When the syndrome presents as a mosaic karyotype, clinical presentations are often uncommon, which can be difficult to be recognized for primary care providers. Turner syndrome is typically diagnosed at an average age of 5.9 years, while the age at diagnosis of Turner syndrome mosaicism is 7.5 years [3].
In this report, we described a woman who was diagnosed with Turner syndrome mosaicism at 61 years of age.
CASE REPORT
A 61-year-old unmarried woman presented at our hospital with generalized edema. The patient’s height was 148.1 cm. Following echocardiography screening, she was diagnosed with a bicuspid aortic valve and moderate aortic stenosis. Coronary aortic computed tomography (CT) angiography revealed additional findings, including mild luminal narrowing of the aortic isthmus and persistent left superior vena cava.
In addition to the valvular disease, the patient also had a pectus deformity and scoliosis, which led physicians to consider a possible syndromic disease. For further workup, a cardiologist performed next-generation sequencing (NGS) to exclude the possibility of a syndrome, such as Malfan syndrome. FBN1, TGFBR2, and COL5A1 were identified as variants with uncertain significance. Additionally, the Y chromosome was detected in this woman.
Owing to the incidental finding of the Y chromosome, the patient underwent chromosomal analysis, and 45,X[17]/46,X,psu idic(Y)(q11.23) was confirmed. Hence, a 61-year-old patient was diagnosed with Mosaic-Turner syndrome and referred to a gynecologist for further evaluation of the possibility of gonadoblastoma.
At the first gynecological visit, the patient reported menarche at 27 years of age and menopause at 38 years of age. The patient was nulliparous with no history of sexual contact and never went any gynecologic evaluation before. We did CT and magnetic resonance imaging (MRI) for further workup.
Abdominal and pelvic CT did not identify any visible ovarian tissue.

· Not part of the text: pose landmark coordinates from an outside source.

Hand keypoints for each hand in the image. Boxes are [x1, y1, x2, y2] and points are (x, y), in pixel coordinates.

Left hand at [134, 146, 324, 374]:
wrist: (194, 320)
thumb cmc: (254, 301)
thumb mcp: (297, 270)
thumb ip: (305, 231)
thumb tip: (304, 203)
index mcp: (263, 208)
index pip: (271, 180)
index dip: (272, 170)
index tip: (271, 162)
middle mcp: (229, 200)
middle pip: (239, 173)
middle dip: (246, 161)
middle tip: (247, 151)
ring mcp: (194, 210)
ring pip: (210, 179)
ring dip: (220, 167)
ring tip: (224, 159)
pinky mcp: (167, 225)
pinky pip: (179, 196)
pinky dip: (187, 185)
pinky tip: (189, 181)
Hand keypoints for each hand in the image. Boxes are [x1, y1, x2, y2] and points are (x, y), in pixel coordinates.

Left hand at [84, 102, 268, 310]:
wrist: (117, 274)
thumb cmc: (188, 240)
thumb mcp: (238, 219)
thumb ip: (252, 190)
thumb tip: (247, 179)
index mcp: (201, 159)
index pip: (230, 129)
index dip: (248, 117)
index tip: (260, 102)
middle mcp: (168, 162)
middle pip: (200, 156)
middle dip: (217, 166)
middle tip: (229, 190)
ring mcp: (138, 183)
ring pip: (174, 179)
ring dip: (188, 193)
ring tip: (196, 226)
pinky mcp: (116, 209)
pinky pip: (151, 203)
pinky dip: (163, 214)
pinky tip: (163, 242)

There was also no delineation of the bilateral ovaries on the MRI. Although the patient was 62 years old when she was referred to a gynecologist and there was no absolute gonadal tissue on imaging, we decided to perform prophylactic laparoscopic gonadectomy due to the possibility of gonadoblastoma [4].

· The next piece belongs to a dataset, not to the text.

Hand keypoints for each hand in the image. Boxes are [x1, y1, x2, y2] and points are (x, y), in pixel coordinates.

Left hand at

In fact, when admission for laparoscopic gonadectomy, we performed a pelvic examination and were not able to insert a cotton swab more than 4 cm. Considering the pelvic examination findings and imaging results, which showed only a streaky uterus in the pelvic cavity, we verified the history with the patient. She changed her statement to say she had not experienced menstruation.

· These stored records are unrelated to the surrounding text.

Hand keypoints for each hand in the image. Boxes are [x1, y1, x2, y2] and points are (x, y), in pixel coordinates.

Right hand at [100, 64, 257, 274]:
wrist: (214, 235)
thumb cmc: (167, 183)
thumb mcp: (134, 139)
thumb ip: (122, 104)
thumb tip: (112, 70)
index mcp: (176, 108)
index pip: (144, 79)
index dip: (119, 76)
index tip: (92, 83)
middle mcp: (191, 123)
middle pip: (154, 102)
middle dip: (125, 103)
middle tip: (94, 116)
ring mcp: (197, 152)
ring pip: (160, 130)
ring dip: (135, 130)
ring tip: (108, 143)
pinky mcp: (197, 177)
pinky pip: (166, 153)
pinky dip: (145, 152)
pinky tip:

During the surgery, a streaky uterus and bilateral streaky gonads were observed (Fig. 1). Pathologically, the results were consistent with those of the bilateral streak gonadal tissues, and there was no evidence of malignancy.
Fig. 1. Operative findings of Turner syndrome patient. (A) A streaky uterus and bilateral streaky gonads were observed. (B) Left gonadal tissue is visible and the left ovary is not clearly visible. (C) Postoperative finding after bilateral gonadectomy.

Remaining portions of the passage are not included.